▸ Work request
What is needed is a word-for-word copy of all the entries, minus the pictures.

▸ Provided records

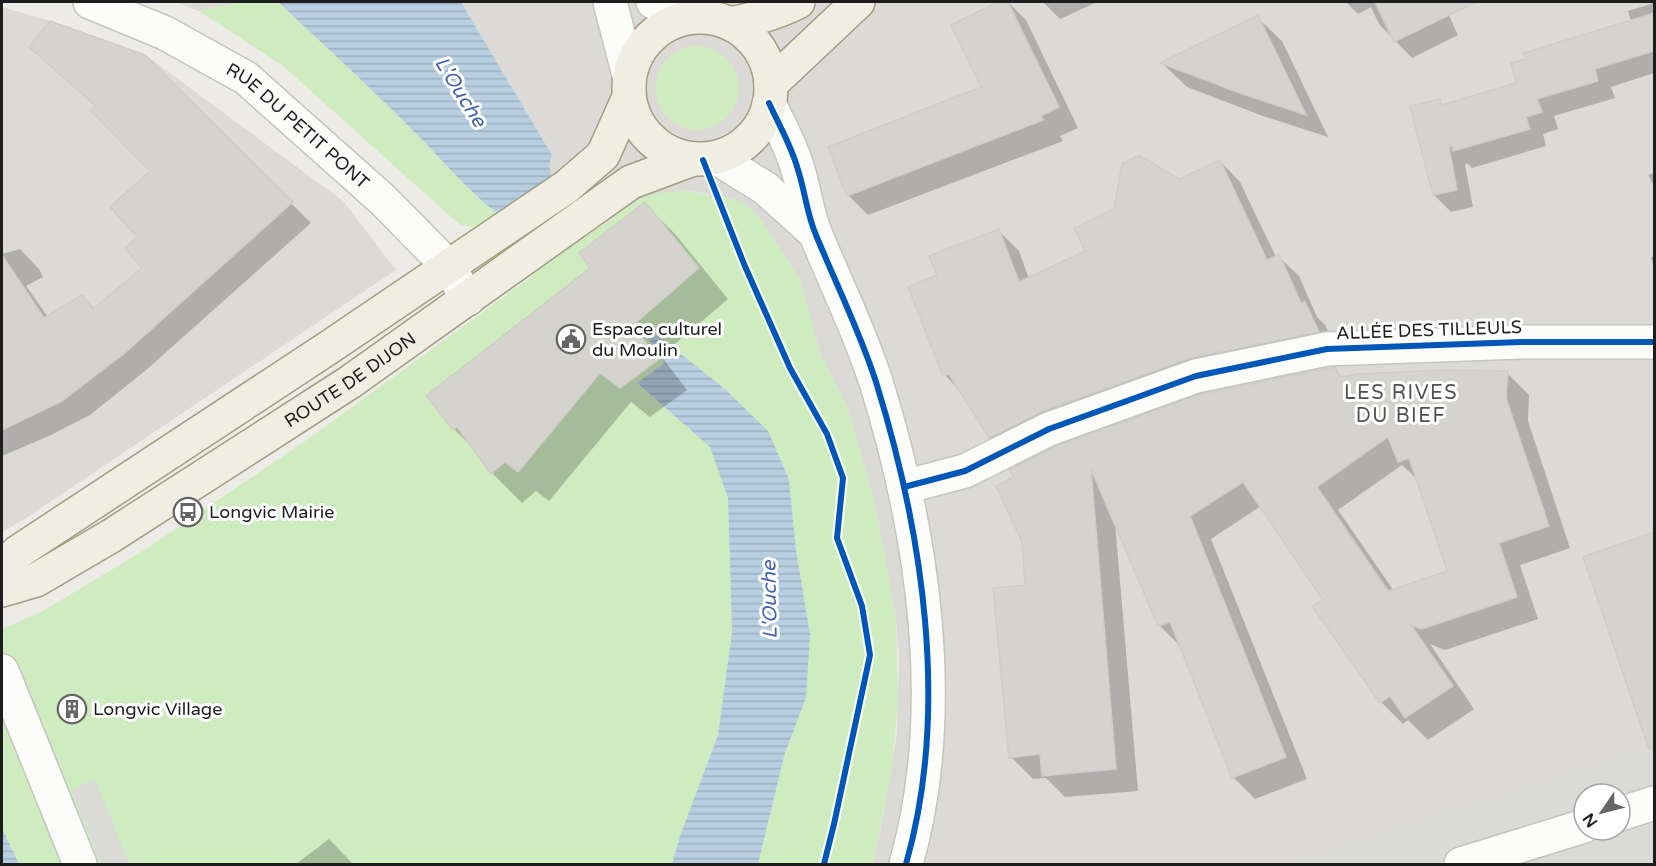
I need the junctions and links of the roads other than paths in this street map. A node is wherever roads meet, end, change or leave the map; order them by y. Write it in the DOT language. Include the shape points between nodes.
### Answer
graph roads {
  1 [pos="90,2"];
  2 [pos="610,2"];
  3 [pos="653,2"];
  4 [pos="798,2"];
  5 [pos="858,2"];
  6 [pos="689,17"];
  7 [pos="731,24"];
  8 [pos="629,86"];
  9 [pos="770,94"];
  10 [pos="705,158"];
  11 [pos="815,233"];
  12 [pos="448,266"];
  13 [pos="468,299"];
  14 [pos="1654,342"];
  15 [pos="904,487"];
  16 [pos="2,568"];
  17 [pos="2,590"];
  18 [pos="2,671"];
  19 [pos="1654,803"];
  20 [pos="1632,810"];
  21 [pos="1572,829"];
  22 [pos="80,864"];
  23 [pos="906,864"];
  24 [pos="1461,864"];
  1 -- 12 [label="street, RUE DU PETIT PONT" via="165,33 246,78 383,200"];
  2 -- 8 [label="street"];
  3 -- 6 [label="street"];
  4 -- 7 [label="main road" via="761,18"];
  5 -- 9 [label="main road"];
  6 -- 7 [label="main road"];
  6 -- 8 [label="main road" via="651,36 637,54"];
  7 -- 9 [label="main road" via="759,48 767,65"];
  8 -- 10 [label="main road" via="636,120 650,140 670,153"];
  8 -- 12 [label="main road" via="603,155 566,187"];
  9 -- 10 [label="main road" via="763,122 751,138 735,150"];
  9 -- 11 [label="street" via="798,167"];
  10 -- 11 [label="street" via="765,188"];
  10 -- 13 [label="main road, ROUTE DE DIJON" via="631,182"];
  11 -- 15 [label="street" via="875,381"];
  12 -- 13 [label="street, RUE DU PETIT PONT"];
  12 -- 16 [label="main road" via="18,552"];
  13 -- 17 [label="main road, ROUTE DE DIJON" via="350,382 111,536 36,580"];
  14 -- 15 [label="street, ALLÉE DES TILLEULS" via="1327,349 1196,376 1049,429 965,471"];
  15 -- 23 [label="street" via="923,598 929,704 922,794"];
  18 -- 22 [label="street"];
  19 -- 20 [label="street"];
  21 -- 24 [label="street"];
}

▸ Solved problem
I need the junctions and links of the roads other than paths in this street map. A node is wherever roads meet, end, change or leave the map; order them by y. Write it in the DOT language. Include the shape points between nodes.
### Answer
graph roads {
  1 [pos="90,2"];
  2 [pos="610,2"];
  3 [pos="653,2"];
  4 [pos="798,2"];
  5 [pos="858,2"];
  6 [pos="689,17"];
  7 [pos="731,24"];
  8 [pos="629,86"];
  9 [pos="770,94"];
  10 [pos="705,158"];
  11 [pos="815,233"];
  12 [pos="448,266"];
  13 [pos="468,299"];
  14 [pos="1654,342"];
  15 [pos="904,487"];
  16 [pos="2,568"];
  17 [pos="2,590"];
  18 [pos="2,671"];
  19 [pos="1654,803"];
  20 [pos="1632,810"];
  21 [pos="1572,829"];
  22 [pos="80,864"];
  23 [pos="906,864"];
  24 [pos="1461,864"];
  1 -- 12 [label="street, RUE DU PETIT PONT" via="165,33 246,78 383,200"];
  2 -- 8 [label="street"];
  3 -- 6 [label="street"];
  4 -- 7 [label="main road" via="761,18"];
  5 -- 9 [label="main road"];
  6 -- 7 [label="main road"];
  6 -- 8 [label="main road" via="651,36 637,54"];
  7 -- 9 [label="main road" via="759,48 767,65"];
  8 -- 10 [label="main road" via="636,120 650,140 670,153"];
  8 -- 12 [label="main road" via="603,155 566,187"];
  9 -- 10 [label="main road" via="763,122 751,138 735,150"];
  9 -- 11 [label="street" via="798,167"];
  10 -- 11 [label="street" via="765,188"];
  10 -- 13 [label="main road, ROUTE DE DIJON" via="631,182"];
  11 -- 15 [label="street" via="875,381"];
  12 -- 13 [label="street, RUE DU PETIT PONT"];
  12 -- 16 [label="main road" via="18,552"];
  13 -- 17 [label="main road, ROUTE DE DIJON" via="350,382 111,536 36,580"];
  14 -- 15 [label="street, ALLÉE DES TILLEULS" via="1327,349 1196,376 1049,429 965,471"];
  15 -- 23 [label="street" via="923,598 929,704 922,794"];
  18 -- 22 [label="street"];
  19 -- 20 [label="street"];
  21 -- 24 [label="street"];
}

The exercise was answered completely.